Third Hearing: Respond
Play the music a third time. This time focus on how your heart wants to respond to being touched. What is the invitation present in the unfolding of sounds, images, memories, and feelings for you today? How is God speaking to your life in this moment through this music? What is the “yes” within you that is longing to be expressed? If you feel comfortable, take a moment to express with your voice what you are experiencing in your body. It might be a simple sound or a line from a song or something you have created in the moment. What does your “yes” to God sound like this day?

 

Resting with God
Spend some time resting in silence and releasing the sounds, feelings, and images that are stirring in you.

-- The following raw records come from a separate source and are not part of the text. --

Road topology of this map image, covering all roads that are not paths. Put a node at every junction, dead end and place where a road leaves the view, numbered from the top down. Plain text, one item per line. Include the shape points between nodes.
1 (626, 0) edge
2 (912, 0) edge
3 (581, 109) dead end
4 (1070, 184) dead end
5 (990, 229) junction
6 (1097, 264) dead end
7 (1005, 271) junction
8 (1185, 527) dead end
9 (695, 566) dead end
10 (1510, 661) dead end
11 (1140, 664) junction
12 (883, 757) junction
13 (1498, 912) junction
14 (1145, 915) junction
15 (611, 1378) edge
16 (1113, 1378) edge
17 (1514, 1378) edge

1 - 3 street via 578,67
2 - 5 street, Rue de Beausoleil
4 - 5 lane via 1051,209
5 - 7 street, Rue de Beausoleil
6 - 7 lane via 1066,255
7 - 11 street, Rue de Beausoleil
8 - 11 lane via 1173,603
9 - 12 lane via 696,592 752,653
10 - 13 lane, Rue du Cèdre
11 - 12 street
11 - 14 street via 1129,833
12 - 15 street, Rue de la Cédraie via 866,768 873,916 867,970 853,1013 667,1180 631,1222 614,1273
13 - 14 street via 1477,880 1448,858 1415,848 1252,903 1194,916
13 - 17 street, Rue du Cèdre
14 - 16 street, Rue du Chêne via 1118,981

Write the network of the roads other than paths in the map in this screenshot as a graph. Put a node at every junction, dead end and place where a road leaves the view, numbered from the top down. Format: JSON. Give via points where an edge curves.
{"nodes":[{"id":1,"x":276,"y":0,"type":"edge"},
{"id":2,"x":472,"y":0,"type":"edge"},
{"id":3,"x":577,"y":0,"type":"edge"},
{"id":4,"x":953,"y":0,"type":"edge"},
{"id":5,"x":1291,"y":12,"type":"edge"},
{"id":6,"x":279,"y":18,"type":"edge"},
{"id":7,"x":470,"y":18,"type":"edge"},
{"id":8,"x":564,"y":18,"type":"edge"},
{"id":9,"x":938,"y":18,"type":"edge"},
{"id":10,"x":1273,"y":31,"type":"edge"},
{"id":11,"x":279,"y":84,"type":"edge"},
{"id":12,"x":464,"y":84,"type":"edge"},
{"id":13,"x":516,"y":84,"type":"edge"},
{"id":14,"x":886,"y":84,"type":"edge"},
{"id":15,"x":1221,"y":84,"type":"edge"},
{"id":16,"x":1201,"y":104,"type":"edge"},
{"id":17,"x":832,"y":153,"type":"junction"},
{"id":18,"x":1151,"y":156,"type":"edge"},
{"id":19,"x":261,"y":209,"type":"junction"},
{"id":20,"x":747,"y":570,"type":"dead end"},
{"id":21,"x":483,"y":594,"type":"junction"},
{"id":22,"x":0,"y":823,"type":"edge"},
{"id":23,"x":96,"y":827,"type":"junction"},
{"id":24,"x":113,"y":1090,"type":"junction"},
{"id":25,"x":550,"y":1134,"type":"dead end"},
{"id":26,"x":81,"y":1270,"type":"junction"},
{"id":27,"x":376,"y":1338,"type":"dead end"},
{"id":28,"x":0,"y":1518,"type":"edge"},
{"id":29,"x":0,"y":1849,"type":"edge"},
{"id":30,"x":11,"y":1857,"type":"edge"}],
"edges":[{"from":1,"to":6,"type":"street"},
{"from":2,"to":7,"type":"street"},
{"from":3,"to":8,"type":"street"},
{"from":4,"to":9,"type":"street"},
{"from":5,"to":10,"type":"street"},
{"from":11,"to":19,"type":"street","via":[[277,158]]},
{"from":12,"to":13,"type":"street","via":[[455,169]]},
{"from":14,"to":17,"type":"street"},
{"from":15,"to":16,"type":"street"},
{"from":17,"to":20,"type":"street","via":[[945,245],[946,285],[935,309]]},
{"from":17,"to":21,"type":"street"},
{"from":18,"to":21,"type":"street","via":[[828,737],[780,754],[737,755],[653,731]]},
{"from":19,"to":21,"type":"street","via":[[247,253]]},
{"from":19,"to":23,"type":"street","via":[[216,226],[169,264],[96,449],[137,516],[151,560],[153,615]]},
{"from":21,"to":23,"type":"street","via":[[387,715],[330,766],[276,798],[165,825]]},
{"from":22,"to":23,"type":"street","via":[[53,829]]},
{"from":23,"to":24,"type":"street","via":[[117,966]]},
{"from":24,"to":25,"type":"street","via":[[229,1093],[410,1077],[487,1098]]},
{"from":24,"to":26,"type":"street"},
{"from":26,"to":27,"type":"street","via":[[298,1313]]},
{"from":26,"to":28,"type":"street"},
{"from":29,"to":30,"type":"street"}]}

Close your eyes for a few minutes and rest in the stillness in simple awareness of God’s presence. Allow yourself some time to simply be. Open yourself to a sense of gratitude for whatever has been revealed and offered in this time of prayer.

 

Closing
  

When you have come to the end of your prayer time you may want to play the music again and just experience it anew from the other side of this time. If you keep a journal, write down some reflections on your experience, making note of the music and what stirred in you.

 

I’m reprinting these concise instructions from an article on patheos.